Consider a smooth curve $f(x)$. Take a point $x=a$ and consider the arc length of the curve from $x = a - \Delta$ to $x = a$. Call this $L$. Next consider the arc length from $x = a$ to $x = a + \Delta$. Call this $R$. I am wondering if the ratio $\frac{R}{L}$ has some interesting interpretation in terms of elementary calculus concepts. Also, while working on this I came up with the following conjecture:
$$ e \stackrel{?}{=} \lim_{\Delta\to 0} \bigg( \dfrac{ \displaystyle\int_{\frac{1}{2}}^{\frac{1}{2}+\Delta} \sqrt{1+4x^2} \, dx } { \displaystyle\int_{\frac{1}{2}-\Delta}^{\frac{1}{2}} \sqrt{1+4x^2} \, dx } \bigg)^{1/\Delta} $$ I have no idea if this is true but would like to know if it is (and how one might prove it). This is coming from considering the idea above for the curve $f(x)=x^2$ with $a=\frac{1}{2}$ and doing some very questionable series expansions.
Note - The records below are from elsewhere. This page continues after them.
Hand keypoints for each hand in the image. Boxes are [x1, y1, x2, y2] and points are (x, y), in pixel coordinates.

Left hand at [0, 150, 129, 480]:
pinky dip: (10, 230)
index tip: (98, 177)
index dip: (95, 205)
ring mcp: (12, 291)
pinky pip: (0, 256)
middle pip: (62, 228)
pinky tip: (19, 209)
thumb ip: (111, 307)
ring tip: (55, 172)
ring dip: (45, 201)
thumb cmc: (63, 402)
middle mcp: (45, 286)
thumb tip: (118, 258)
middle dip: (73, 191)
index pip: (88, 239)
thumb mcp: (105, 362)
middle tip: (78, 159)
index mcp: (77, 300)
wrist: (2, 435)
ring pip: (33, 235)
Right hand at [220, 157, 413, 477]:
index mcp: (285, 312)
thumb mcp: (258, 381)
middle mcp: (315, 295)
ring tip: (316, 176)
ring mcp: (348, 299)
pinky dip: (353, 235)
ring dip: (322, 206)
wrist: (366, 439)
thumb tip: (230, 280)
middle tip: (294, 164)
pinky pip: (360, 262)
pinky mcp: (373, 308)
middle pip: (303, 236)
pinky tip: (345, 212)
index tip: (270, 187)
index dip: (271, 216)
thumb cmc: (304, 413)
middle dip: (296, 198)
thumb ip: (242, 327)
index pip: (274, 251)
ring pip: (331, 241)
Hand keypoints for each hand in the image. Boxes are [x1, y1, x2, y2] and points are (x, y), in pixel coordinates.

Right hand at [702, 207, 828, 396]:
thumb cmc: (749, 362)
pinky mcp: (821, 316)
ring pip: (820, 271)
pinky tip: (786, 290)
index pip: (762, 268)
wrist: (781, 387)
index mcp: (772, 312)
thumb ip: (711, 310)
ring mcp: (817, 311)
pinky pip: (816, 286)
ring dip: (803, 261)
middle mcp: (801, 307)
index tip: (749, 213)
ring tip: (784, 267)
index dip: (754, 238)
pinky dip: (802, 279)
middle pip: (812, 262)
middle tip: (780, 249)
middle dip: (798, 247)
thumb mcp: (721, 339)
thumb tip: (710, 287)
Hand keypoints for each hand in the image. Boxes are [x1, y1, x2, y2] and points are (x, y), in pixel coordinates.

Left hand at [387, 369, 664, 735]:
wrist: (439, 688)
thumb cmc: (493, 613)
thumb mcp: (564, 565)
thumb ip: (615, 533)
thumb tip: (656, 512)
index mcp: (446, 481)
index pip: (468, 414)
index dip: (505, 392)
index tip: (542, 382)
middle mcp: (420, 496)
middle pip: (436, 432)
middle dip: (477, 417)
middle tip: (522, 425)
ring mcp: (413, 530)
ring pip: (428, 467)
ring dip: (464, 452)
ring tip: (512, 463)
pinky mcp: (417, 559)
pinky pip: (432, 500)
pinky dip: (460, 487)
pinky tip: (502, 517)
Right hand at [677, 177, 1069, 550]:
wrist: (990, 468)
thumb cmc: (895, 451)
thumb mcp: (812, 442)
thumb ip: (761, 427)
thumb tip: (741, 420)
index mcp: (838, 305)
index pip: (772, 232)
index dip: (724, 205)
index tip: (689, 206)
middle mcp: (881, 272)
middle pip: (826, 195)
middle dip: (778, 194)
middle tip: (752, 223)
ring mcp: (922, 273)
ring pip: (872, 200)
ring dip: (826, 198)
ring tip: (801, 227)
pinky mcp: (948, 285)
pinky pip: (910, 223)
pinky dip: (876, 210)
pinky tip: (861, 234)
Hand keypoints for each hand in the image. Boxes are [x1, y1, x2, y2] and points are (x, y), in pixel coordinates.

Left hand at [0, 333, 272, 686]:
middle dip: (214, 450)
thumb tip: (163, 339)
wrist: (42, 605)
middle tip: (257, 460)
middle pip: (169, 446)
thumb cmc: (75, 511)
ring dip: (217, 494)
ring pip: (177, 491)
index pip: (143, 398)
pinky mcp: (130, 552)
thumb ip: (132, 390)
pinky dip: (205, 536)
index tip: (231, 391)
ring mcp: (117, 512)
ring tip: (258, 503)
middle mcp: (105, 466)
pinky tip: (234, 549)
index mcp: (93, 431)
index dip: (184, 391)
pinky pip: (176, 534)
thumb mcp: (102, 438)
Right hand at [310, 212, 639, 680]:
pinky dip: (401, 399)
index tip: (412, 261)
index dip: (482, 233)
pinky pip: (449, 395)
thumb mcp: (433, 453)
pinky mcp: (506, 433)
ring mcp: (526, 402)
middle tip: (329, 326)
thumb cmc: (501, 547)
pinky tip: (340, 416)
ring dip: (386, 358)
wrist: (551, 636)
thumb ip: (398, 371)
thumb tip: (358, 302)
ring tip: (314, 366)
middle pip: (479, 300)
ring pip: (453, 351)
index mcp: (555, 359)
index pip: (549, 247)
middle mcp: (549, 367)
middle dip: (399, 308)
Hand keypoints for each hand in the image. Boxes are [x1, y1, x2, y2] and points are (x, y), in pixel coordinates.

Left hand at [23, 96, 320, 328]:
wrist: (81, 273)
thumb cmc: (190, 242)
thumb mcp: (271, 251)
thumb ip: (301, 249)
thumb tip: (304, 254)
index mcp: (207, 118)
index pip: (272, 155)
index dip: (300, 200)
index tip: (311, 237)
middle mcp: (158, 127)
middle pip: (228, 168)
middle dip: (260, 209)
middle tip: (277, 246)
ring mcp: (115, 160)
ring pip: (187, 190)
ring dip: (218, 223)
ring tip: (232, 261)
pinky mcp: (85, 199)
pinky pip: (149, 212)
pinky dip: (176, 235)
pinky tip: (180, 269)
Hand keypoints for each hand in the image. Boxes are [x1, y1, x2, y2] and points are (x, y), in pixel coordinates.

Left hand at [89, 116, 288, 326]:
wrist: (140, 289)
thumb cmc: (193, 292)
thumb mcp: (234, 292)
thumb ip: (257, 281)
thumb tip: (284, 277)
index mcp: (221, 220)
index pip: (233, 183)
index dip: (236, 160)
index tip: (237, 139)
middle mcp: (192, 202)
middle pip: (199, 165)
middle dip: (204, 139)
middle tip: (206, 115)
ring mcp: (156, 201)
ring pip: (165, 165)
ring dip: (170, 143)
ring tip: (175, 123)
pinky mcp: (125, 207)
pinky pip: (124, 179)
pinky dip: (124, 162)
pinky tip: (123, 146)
I would also still like to know in general if the ratio $\frac{R}{L}$ has any interesting interpretation in the limit that $\Delta\to 0$. It feels like it might, sort of measuring the relative rate at which the arc length is locally changing around $x=a$ or something like that? But it might also be trivially equal to 1. I'm unsure.
Thanks for reading. Any comments would be appreciated, and I'm totally open to the possibility that I'm being silly and there's nothing interesting going on here.
I think the limit of $\frac{R}{L}$ should just be 1. Here is both an intuitive and what I hope is a correct and rigorous reason:
Intuitive: As $\Delta \to 0$, the segment of the curve $y=f(x)$ above the interval $[x-\Delta, x+\Delta]$ looks more and more like the tangent line at $x$. And certainly for a line, the lengths $L$ and $R$ are the same.
Rigorous: $R$ and $L$ are really functions of $\Delta$:
$$ R(\Delta) = \int_x^{x+\Delta} \sqrt{1+f'(x)^2} ~ dx $$
and similarly for $L(\Delta)$. Since $R$ and $L$ are arc length, then definitely $R(\Delta) \to 0$ and $L(\Delta) \to 0$ as $\Delta \to 0$. This means the limit $\lim_{\Delta \to 0} \frac{R(\Delta)}{L(\Delta)}$ is an indeterminate form and you can apply L'Hopital's rule:
$$ \lim_{\Delta \to 0} \frac{R(\Delta)}{L(\Delta)} = \lim_{\Delta \to 0} \frac{R'(\Delta)}{L'(\Delta)} $$
By the fundamental theorem of calculus, $R'(\Delta) = \sqrt{1+f'(x+\Delta)^2}$ and $L'(\Delta) = \sqrt{1+f'(x-\Delta)^2}$. These are continuous, so you can just plug in $\Delta = 0$ to find the limit, and they are both $\sqrt{1+f'(x)^2}$, and the limit is 1.